Le texte Rouge diffère fortement dans ses thèmes et surtout sa tonalité de ce que nous connaissions d’Emmanuel Darley. Plus trop le coeur à rire ici, ou par touches rares. Plus lourde l’atmosphère. Il est question du basculement d’un groupe dans le terrorisme. La chute ou l’exaltation éprouvée, c’est selon, connaîtra des paliers successifs. L’art de l’auteur fait que l’on épouse cette gradation avec minutie et lenteur, par la narration successive, et donc le point de vue intérieur, de quelques personnages.
Les prémices de la pièce étaient elles presque bon enfant : un groupe d’étudiants réquisitionnent un hôtel particulier qu’ils savent vide, les propriétaires (parents d’un de leur semblable, trop vantard) attendant de pouvoir spéculer sur le bien. Bientôt les rangs de ces jeunes gens, « qui créent quelque chose qui frotte qui interroge », grossissent et se mélangent à d’autres, formant un groupe disparate, étudiants glandeurs ou bosseurs, gens à la rue, familles sans papiers, journalistes… Tous autant fédérés par la colère face à ce hiatus immense, insupportable, devant quoi ce groupe toujours plus dense, fort ne peut se rendre à l’évidence : « (…) salaires mirobolants contre seuil tu sais de pauvreté, ça a commencé à nous prendre, à nous mettre la haine, la colère, à nous donner juste l’envie (…) de pas rester bras ballants, à regarder tourner le monde, putain de monde alors bon ».
Colère contre l’argent pour point de départ, donc, colère d’abord bâtie de mots, circonscrite dans ce lieu bientôt barricadé, organisé de plus en plus. Haine de l’argent et, dans un même élan, de ce mot d’ordre de la performance et d’une réthorique mercantile sur les individus qui révulse et met la rage au ventre : « Au début, on étudie, on réfléchit, on progresse. Mais bon. Assez vite quelque chose nous déplaît. Dans ce truc qu’on nous propose. (…) Tous ces trucs-là de réussite. De vie active. De oui se vendre, savoir se vendre. Gagner. Négocier. Être un battant. Tous ces trucs-là. Gagnant. Perdant. Battant. »

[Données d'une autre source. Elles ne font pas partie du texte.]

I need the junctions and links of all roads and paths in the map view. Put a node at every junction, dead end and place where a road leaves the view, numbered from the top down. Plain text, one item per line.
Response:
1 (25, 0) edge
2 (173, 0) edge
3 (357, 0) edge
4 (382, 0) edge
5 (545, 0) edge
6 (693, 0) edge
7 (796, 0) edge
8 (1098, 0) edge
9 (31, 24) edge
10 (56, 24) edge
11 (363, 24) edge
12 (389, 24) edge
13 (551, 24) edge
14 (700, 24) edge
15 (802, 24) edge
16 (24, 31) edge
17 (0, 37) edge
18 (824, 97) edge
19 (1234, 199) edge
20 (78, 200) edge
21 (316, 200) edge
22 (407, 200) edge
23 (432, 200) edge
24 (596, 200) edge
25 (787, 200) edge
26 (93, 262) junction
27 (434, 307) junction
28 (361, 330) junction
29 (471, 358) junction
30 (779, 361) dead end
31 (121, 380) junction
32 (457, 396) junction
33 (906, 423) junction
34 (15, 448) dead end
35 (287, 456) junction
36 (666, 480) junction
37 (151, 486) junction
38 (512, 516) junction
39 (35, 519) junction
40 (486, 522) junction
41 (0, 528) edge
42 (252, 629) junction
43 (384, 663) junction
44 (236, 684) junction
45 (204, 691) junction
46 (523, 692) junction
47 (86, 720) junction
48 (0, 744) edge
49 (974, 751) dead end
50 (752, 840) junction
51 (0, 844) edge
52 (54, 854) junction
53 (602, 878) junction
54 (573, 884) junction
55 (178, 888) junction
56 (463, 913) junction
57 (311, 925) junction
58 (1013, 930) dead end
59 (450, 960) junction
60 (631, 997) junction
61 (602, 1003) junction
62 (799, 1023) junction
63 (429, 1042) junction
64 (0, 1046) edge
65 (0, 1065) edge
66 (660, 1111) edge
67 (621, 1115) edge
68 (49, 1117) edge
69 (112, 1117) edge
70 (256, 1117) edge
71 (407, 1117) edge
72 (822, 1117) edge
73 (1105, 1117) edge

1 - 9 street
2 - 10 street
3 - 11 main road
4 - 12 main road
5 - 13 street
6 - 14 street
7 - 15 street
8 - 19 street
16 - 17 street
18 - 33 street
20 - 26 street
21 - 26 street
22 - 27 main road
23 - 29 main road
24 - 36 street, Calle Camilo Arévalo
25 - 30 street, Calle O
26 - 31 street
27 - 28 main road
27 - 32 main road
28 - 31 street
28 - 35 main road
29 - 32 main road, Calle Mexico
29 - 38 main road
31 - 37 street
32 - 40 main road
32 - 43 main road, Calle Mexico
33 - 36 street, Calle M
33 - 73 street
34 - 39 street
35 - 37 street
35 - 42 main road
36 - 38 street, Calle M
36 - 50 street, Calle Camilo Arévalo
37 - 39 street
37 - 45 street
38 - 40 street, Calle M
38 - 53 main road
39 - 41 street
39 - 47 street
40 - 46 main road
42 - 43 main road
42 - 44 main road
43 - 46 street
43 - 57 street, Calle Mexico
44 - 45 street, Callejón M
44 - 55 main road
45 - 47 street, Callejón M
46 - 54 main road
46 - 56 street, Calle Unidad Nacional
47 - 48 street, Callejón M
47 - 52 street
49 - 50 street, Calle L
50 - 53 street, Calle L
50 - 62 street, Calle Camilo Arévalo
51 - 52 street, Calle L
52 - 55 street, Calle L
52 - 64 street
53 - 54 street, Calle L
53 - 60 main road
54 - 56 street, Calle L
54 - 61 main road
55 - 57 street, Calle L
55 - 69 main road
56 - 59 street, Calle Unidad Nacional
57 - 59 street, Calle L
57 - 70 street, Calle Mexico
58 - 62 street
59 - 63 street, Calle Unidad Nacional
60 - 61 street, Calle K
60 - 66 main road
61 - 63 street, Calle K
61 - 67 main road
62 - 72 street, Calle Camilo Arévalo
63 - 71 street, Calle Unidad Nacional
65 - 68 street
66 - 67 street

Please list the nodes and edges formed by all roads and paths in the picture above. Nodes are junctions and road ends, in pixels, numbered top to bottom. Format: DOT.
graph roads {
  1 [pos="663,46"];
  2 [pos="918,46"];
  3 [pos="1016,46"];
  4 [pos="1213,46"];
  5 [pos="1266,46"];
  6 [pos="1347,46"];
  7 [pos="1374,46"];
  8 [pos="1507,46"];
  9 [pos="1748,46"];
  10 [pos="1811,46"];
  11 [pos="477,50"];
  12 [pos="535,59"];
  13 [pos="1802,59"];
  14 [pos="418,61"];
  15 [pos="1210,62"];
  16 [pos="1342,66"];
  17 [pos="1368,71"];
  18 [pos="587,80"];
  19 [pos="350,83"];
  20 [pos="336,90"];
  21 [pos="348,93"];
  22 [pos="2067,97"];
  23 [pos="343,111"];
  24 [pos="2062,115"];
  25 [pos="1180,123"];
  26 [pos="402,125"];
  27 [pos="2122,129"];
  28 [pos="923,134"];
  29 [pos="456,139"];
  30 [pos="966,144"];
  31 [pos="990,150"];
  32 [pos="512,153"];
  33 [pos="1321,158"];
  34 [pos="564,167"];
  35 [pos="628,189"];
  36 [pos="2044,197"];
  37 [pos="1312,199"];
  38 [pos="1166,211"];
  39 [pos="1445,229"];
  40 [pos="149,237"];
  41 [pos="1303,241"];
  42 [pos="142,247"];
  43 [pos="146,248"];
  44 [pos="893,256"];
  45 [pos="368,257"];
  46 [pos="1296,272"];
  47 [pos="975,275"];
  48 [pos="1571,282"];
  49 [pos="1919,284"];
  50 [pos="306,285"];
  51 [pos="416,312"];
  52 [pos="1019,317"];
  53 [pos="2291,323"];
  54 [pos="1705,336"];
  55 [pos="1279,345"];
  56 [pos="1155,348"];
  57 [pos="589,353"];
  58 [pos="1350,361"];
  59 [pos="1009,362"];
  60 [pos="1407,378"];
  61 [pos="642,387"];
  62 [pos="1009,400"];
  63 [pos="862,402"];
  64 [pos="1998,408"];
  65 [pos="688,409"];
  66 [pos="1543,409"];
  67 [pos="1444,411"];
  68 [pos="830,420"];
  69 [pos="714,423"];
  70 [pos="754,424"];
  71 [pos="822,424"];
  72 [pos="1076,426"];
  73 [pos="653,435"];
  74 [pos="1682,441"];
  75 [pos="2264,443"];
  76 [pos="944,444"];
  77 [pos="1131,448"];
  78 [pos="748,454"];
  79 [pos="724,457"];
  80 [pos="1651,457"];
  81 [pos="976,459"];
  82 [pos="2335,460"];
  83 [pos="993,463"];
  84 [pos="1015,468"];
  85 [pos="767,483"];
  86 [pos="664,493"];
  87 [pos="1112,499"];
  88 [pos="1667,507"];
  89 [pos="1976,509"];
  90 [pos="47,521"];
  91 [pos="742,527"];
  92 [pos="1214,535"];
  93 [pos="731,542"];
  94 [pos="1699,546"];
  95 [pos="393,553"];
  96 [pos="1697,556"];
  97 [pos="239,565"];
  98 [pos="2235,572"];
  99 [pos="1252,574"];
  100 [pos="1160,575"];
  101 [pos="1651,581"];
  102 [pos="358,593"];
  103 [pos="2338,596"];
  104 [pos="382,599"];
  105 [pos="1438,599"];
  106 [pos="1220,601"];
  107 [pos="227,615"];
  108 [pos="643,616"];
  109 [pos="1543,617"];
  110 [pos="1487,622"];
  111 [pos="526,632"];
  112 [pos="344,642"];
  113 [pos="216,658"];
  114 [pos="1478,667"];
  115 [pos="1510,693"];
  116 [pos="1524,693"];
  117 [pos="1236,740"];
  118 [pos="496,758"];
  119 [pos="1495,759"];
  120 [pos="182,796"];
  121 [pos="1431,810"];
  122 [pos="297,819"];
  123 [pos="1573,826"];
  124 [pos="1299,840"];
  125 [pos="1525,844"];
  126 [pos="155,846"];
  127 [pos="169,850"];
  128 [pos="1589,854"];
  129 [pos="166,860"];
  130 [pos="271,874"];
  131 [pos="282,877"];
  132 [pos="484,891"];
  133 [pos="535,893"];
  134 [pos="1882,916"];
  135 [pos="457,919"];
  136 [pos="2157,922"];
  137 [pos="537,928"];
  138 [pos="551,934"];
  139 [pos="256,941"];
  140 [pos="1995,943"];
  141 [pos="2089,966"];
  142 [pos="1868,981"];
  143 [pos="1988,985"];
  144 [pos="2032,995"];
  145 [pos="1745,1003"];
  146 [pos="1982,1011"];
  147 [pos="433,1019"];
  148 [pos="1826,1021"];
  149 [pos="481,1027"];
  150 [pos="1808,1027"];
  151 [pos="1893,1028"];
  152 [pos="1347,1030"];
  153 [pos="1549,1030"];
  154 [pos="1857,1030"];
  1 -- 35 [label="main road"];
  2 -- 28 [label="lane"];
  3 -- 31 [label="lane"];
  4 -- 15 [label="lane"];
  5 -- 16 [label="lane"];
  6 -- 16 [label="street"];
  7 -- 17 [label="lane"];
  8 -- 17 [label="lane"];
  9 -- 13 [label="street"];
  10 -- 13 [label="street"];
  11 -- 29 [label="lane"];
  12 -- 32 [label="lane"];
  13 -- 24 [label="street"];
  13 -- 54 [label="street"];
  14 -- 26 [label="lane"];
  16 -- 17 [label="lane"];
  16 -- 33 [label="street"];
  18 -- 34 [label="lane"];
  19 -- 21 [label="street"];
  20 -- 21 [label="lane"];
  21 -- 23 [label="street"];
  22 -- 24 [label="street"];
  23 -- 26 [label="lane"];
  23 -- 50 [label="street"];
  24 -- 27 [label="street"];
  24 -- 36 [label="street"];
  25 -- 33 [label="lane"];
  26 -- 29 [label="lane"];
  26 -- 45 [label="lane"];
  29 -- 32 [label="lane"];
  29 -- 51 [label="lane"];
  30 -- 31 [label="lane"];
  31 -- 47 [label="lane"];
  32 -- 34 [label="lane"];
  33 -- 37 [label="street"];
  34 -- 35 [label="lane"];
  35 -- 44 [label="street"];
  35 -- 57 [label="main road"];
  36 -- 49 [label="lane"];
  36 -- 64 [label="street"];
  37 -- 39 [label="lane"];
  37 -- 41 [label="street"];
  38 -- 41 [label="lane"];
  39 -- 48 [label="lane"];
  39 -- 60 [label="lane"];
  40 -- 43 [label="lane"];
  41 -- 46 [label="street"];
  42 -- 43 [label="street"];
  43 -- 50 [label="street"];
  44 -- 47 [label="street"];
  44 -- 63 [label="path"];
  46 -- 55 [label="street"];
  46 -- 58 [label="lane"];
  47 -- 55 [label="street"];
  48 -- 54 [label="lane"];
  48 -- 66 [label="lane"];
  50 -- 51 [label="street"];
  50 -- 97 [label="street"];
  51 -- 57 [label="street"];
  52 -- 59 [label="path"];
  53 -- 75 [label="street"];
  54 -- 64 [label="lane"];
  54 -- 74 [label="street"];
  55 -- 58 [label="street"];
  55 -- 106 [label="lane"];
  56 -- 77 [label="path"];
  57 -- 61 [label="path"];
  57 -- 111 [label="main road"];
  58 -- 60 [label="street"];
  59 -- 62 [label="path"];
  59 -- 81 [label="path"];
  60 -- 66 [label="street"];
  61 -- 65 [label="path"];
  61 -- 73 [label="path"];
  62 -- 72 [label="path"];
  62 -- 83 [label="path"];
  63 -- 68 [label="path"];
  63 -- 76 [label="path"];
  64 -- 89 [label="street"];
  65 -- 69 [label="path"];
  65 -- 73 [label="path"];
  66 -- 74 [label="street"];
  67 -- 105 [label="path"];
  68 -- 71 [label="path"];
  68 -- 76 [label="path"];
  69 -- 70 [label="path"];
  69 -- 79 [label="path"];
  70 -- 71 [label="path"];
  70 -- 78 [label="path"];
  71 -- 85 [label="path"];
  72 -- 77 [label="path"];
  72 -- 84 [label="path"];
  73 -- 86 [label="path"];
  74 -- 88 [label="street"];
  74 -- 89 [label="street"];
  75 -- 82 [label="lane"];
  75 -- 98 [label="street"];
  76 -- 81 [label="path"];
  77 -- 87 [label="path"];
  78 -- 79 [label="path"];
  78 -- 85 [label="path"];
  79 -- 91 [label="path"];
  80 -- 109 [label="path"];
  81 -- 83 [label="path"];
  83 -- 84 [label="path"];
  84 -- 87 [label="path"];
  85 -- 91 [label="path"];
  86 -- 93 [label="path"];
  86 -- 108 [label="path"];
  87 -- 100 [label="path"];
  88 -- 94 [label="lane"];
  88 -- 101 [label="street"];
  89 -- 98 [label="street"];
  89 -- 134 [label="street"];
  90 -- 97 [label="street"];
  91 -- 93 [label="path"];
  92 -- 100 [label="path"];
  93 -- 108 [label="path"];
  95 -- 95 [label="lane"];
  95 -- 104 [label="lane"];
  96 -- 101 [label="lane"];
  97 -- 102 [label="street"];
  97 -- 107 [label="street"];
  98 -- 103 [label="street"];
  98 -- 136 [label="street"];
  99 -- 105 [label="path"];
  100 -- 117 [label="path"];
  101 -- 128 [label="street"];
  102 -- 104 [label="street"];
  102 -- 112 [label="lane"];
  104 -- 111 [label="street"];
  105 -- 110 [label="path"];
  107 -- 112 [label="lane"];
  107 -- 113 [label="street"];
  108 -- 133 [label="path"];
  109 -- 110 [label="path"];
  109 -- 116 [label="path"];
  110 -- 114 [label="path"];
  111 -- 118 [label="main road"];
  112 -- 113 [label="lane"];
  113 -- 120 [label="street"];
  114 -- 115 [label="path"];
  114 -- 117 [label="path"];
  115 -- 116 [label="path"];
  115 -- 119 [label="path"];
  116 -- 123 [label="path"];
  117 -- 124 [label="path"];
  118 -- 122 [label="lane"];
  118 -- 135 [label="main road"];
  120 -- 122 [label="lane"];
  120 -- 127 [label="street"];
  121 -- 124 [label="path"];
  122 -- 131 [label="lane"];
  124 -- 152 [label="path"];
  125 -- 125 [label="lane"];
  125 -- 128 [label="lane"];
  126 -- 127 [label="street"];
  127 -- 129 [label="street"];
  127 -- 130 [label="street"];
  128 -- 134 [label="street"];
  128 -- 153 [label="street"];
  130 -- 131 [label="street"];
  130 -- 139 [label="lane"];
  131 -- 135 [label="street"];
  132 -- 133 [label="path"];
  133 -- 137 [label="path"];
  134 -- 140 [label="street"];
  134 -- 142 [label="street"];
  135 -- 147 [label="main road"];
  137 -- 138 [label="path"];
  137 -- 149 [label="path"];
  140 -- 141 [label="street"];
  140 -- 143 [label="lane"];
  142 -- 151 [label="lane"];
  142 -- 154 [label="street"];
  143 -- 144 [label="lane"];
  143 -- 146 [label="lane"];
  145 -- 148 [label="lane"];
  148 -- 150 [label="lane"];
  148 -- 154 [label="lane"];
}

Après le temps de la colère, celui de la violence, exit ceux du groupe qui n’y adhèrent pas. Le groupe voit Rouge, c’est ainsi qu’il se nomme, se proclame. Violence symbolique d’abord, qui s’exerce contre les DAB (distributeurs automatiques de billets) frénétiquement bombés de rouge. Difficile d’en rester là… Braquages. Bientôt la clandestinité, où l’existence n’est plus que tension et solitude intense. Tous ne supporteront pas cette radicalisation, les assassinats.
Autre tonalité, autre thème pour Rouge, nous le disions. Peut-être un tournant dans l’oeuvre d’Emmanuel Darley. Mais sous sa plume toujours ces phrases courtes, sèches, pullulant parfois de verbes d’action précipités… Phrases parfois étrangement amputées de verbe, ou de sujet : pas le temps, pas le choix, le «on » ici est roi, le groupe emporte tout, qui galvanise ou tétanise.